AIM OF THE EXERCISE -
In this exercise, print only the lines of the records below from the one with "middle tip: (411, 268)" through the one with "wrist: (103, 296)", inclusive. Pictures are not part of the copy.

DATA SUPPLIED -

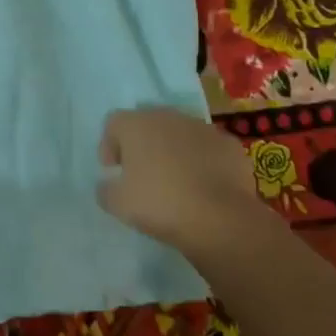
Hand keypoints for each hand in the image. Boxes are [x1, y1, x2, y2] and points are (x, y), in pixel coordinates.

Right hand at [96, 107, 274, 259]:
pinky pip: (208, 149)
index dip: (109, 146)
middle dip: (143, 146)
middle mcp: (167, 116)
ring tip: (176, 182)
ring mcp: (202, 128)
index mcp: (136, 124)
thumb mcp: (118, 204)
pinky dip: (203, 161)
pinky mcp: (229, 145)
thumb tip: (108, 184)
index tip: (113, 171)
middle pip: (147, 124)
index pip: (113, 123)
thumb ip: (105, 189)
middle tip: (143, 175)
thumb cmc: (160, 204)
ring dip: (174, 151)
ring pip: (179, 134)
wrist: (221, 219)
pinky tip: (205, 186)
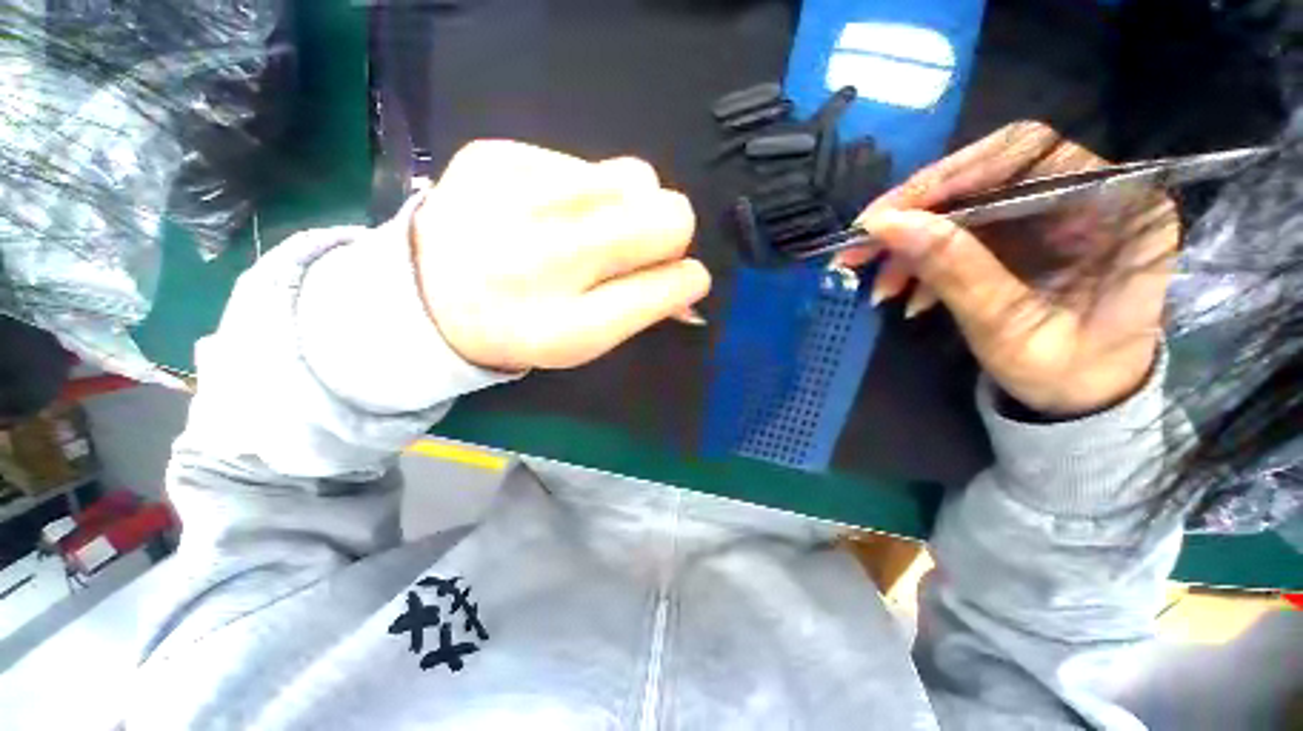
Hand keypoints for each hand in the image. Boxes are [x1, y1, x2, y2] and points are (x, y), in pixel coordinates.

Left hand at [411, 140, 709, 371]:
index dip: (687, 279)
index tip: (686, 277)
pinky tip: (547, 210)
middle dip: (669, 233)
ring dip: (629, 205)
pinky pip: (584, 159)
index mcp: (567, 327)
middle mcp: (543, 261)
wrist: (426, 297)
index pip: (665, 286)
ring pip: (636, 176)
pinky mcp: (493, 156)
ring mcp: (514, 199)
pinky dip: (583, 188)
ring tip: (591, 226)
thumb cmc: (521, 327)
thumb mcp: (584, 342)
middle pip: (668, 215)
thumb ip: (644, 310)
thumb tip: (691, 284)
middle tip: (639, 248)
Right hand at [838, 122, 1178, 415]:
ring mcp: (1055, 211)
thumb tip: (886, 225)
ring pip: (966, 204)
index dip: (946, 179)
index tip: (882, 218)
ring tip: (881, 285)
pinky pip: (964, 230)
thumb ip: (954, 271)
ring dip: (913, 242)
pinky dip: (925, 258)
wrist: (1084, 400)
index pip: (1023, 156)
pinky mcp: (1027, 232)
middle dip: (916, 213)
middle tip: (861, 247)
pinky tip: (907, 292)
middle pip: (986, 174)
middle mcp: (1090, 192)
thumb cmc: (1067, 375)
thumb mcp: (1009, 329)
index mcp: (1117, 205)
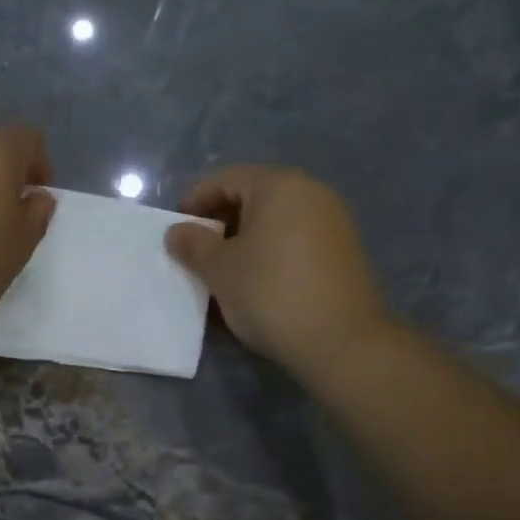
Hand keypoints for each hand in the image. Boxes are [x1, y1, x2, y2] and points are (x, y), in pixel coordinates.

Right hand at [165, 166, 392, 376]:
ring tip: (224, 273)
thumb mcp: (219, 270)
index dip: (195, 201)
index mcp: (279, 186)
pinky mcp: (343, 252)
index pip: (226, 178)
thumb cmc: (269, 293)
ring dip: (245, 241)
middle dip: (220, 222)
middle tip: (197, 253)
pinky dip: (270, 254)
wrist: (340, 341)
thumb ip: (193, 245)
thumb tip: (176, 232)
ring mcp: (333, 222)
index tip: (176, 232)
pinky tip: (257, 284)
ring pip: (275, 221)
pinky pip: (295, 241)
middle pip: (254, 197)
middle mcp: (311, 192)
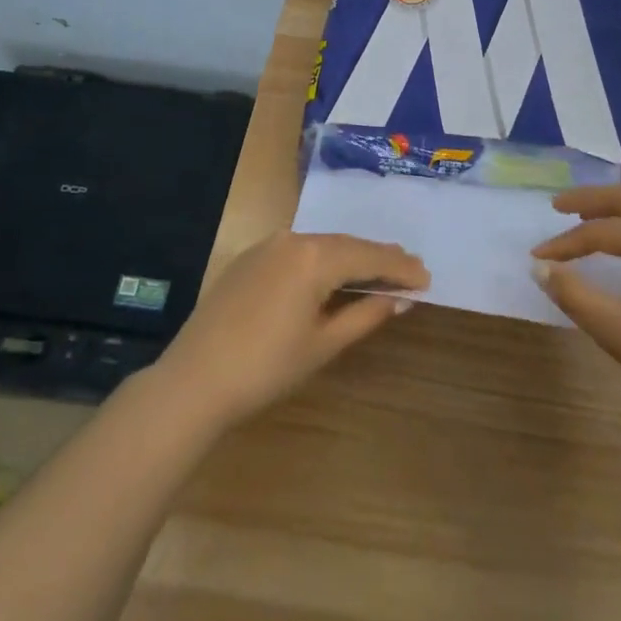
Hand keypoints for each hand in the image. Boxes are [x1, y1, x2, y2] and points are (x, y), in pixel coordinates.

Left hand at [153, 232, 428, 429]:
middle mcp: (294, 239)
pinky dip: (323, 259)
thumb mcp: (323, 344)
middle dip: (380, 257)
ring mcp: (268, 245)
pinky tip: (333, 272)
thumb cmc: (266, 368)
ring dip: (352, 256)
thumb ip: (366, 315)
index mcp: (315, 257)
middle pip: (348, 244)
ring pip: (323, 245)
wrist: (193, 381)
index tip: (427, 277)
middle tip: (411, 268)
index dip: (400, 268)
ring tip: (379, 267)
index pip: (370, 257)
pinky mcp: (250, 258)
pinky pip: (299, 250)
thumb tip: (401, 298)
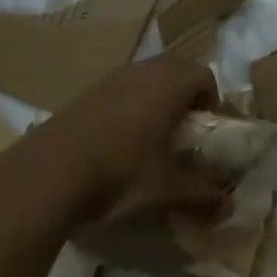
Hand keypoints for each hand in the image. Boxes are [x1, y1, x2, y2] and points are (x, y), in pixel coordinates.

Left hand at [34, 54, 226, 224]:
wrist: (46, 174)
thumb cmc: (119, 174)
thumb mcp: (165, 190)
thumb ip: (200, 195)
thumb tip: (229, 208)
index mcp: (168, 86)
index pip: (202, 75)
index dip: (211, 98)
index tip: (206, 127)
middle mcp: (141, 72)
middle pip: (174, 68)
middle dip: (184, 93)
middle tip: (183, 128)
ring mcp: (108, 79)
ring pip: (143, 75)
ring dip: (154, 96)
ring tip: (150, 135)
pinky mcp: (83, 93)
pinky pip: (118, 87)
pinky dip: (127, 104)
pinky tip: (116, 140)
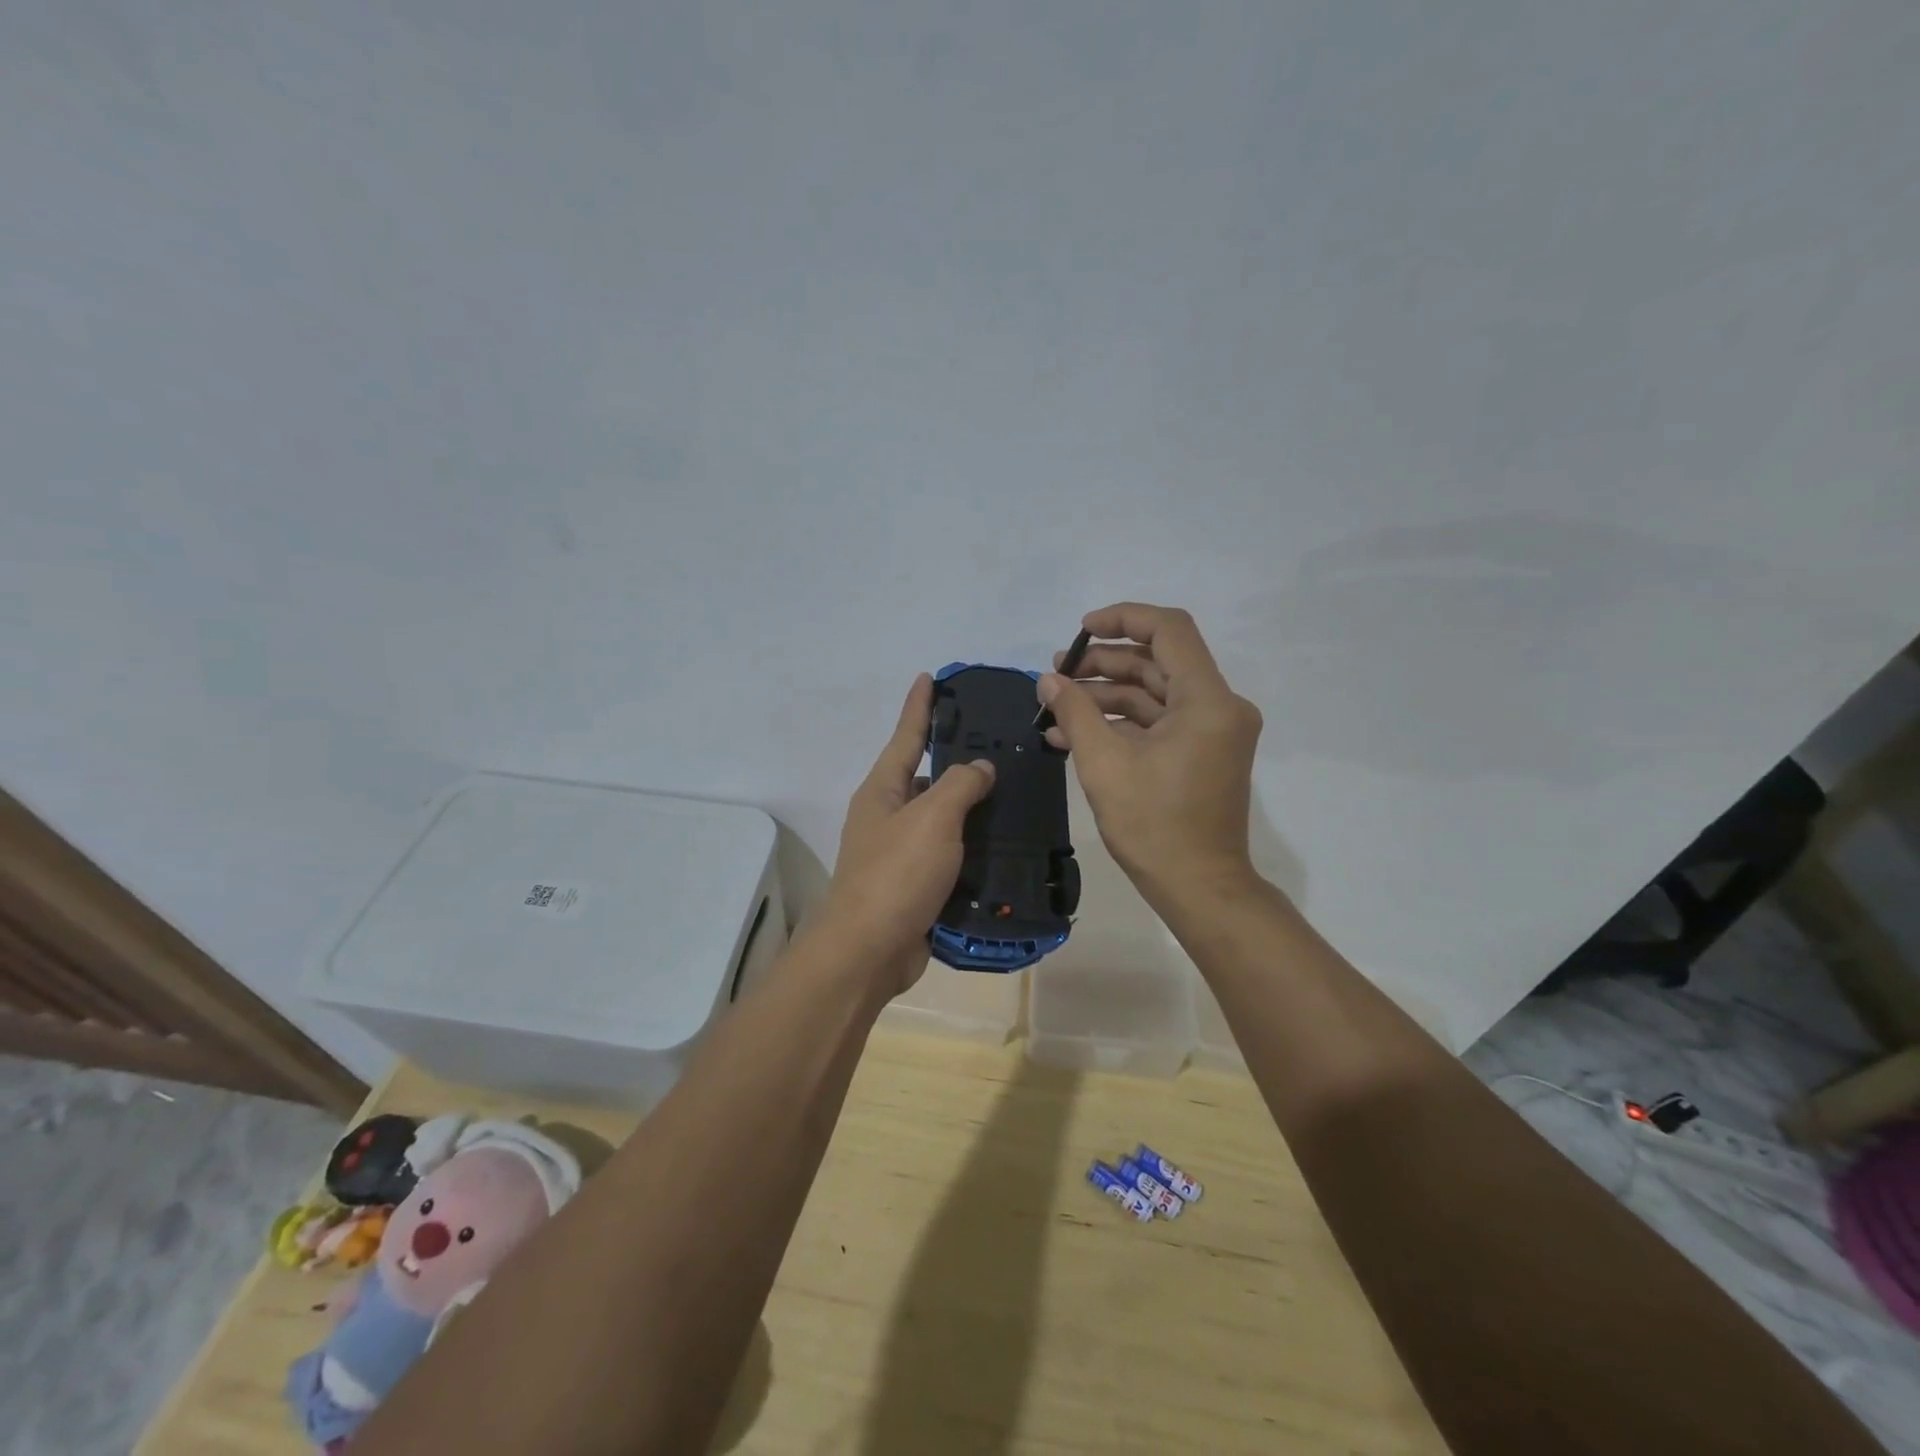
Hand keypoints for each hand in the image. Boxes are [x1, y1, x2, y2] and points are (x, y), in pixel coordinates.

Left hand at [816, 674, 996, 994]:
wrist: (869, 952)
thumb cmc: (896, 875)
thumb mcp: (932, 819)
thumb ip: (960, 785)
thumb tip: (979, 767)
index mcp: (883, 791)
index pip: (906, 736)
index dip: (919, 706)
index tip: (930, 677)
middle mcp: (888, 816)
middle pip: (927, 778)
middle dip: (958, 761)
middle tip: (1001, 746)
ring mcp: (900, 853)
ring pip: (943, 820)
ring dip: (972, 809)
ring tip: (1016, 794)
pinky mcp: (916, 886)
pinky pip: (950, 856)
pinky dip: (974, 849)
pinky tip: (1006, 845)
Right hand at [1037, 603, 1263, 913]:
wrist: (1198, 887)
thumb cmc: (1153, 826)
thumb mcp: (1104, 763)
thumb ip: (1075, 711)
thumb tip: (1049, 679)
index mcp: (1207, 701)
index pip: (1169, 630)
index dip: (1123, 619)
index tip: (1080, 631)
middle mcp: (1219, 707)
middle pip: (1157, 662)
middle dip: (1103, 663)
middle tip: (1056, 674)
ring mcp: (1212, 731)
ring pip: (1154, 693)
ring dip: (1105, 695)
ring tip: (1055, 705)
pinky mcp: (1201, 752)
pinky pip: (1158, 722)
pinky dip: (1120, 723)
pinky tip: (1073, 734)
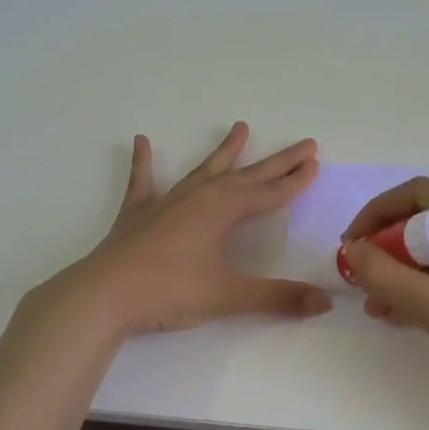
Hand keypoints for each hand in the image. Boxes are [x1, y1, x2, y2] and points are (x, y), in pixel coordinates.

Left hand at [44, 123, 332, 337]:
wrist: (103, 296)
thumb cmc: (168, 292)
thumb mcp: (227, 296)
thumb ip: (277, 298)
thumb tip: (325, 302)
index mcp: (221, 211)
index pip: (268, 193)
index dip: (294, 181)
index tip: (315, 164)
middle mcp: (198, 197)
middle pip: (246, 176)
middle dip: (276, 162)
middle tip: (303, 144)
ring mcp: (166, 202)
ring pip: (204, 170)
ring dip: (224, 152)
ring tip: (241, 127)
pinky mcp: (137, 214)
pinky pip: (143, 182)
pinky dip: (144, 162)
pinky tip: (142, 142)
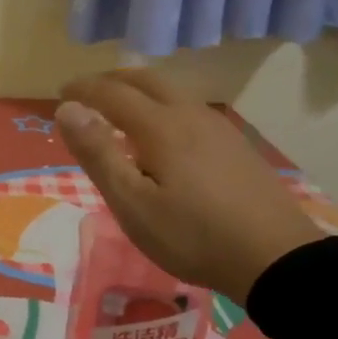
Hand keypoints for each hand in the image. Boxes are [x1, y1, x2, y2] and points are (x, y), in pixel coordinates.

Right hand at [56, 70, 322, 304]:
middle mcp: (189, 114)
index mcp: (160, 126)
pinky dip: (163, 105)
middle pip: (145, 80)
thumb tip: (67, 108)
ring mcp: (218, 127)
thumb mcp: (133, 204)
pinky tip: (165, 132)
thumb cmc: (193, 235)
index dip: (83, 89)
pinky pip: (189, 108)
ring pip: (172, 91)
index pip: (111, 92)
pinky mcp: (236, 145)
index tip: (60, 93)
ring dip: (139, 89)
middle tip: (87, 93)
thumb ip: (98, 153)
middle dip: (111, 80)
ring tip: (121, 108)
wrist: (277, 258)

TASK RESULT -
middle tip: (411, 268)
index dip: (400, 268)
ring tip: (379, 267)
index pip: (370, 257)
pinky mcp: (250, 258)
pinky pip: (299, 250)
thumb tip: (401, 298)
Hand keypoints for each hand in the image. Boxes are [x1, y1, x2, y2] and points are (x, y), in pixel coordinates.

Left hand at [34, 54, 226, 224]:
wrist: (46, 174)
thumb cmc: (119, 174)
thumb mcp: (165, 190)
thumb ip: (200, 195)
thumb tip: (229, 208)
index mcp: (168, 86)
index pip: (202, 75)
index dip: (211, 98)
index tip: (206, 127)
middle mcp: (141, 72)
middle pip: (174, 68)
middle dip: (184, 93)
middle tip: (183, 128)
ring mcp: (108, 79)
ring pip: (143, 75)
ring dip: (154, 96)
ring tip: (150, 135)
pinky mcp: (83, 93)
pinky pip: (118, 87)
pinky dip: (127, 104)
pinky tip: (116, 140)
Hand keypoints for each hand in the image. Boxes are [x1, y1, x2, y2] and points are (x, y), in pixel coordinates.

Left hand at [816, 674, 996, 994]:
wrist: (869, 952)
thumb cmc: (896, 875)
thumb mcp: (932, 819)
thumb ip: (960, 785)
thumb tip: (979, 767)
index mcp: (883, 791)
index pip: (906, 736)
index dip: (919, 706)
index tip: (930, 677)
middle mcp: (888, 816)
middle pip: (927, 778)
middle dip: (958, 761)
middle tip: (1001, 746)
ring mcp: (900, 853)
ring pip: (943, 820)
ring dip: (972, 809)
ring tip: (1016, 794)
pinky mcp: (916, 886)
pinky pip: (950, 856)
pinky dip: (974, 849)
pinky tip: (1006, 845)
Right hand at [1037, 603, 1263, 913]:
wrist: (1198, 887)
thumb cmc: (1153, 826)
thumb mcp: (1104, 763)
thumb ip: (1075, 711)
thumb tip: (1049, 679)
index mcp: (1207, 701)
index pip: (1169, 630)
index dip: (1123, 619)
index tip: (1080, 631)
middle mcp: (1219, 707)
middle pip: (1157, 662)
middle dip: (1103, 663)
middle tip: (1056, 674)
ring mcp: (1212, 731)
ring pip: (1154, 693)
ring dip: (1105, 695)
ring tip: (1055, 705)
pinky mcp: (1201, 752)
pinky pip: (1158, 722)
pinky dip: (1120, 723)
pinky tip: (1073, 734)
Hand keypoints for each hand in the image. Boxes are [x1, y1, x2, y2] and points are (x, y), in pixel coordinates.

Left hand at [44, 123, 332, 337]:
wrist: (103, 296)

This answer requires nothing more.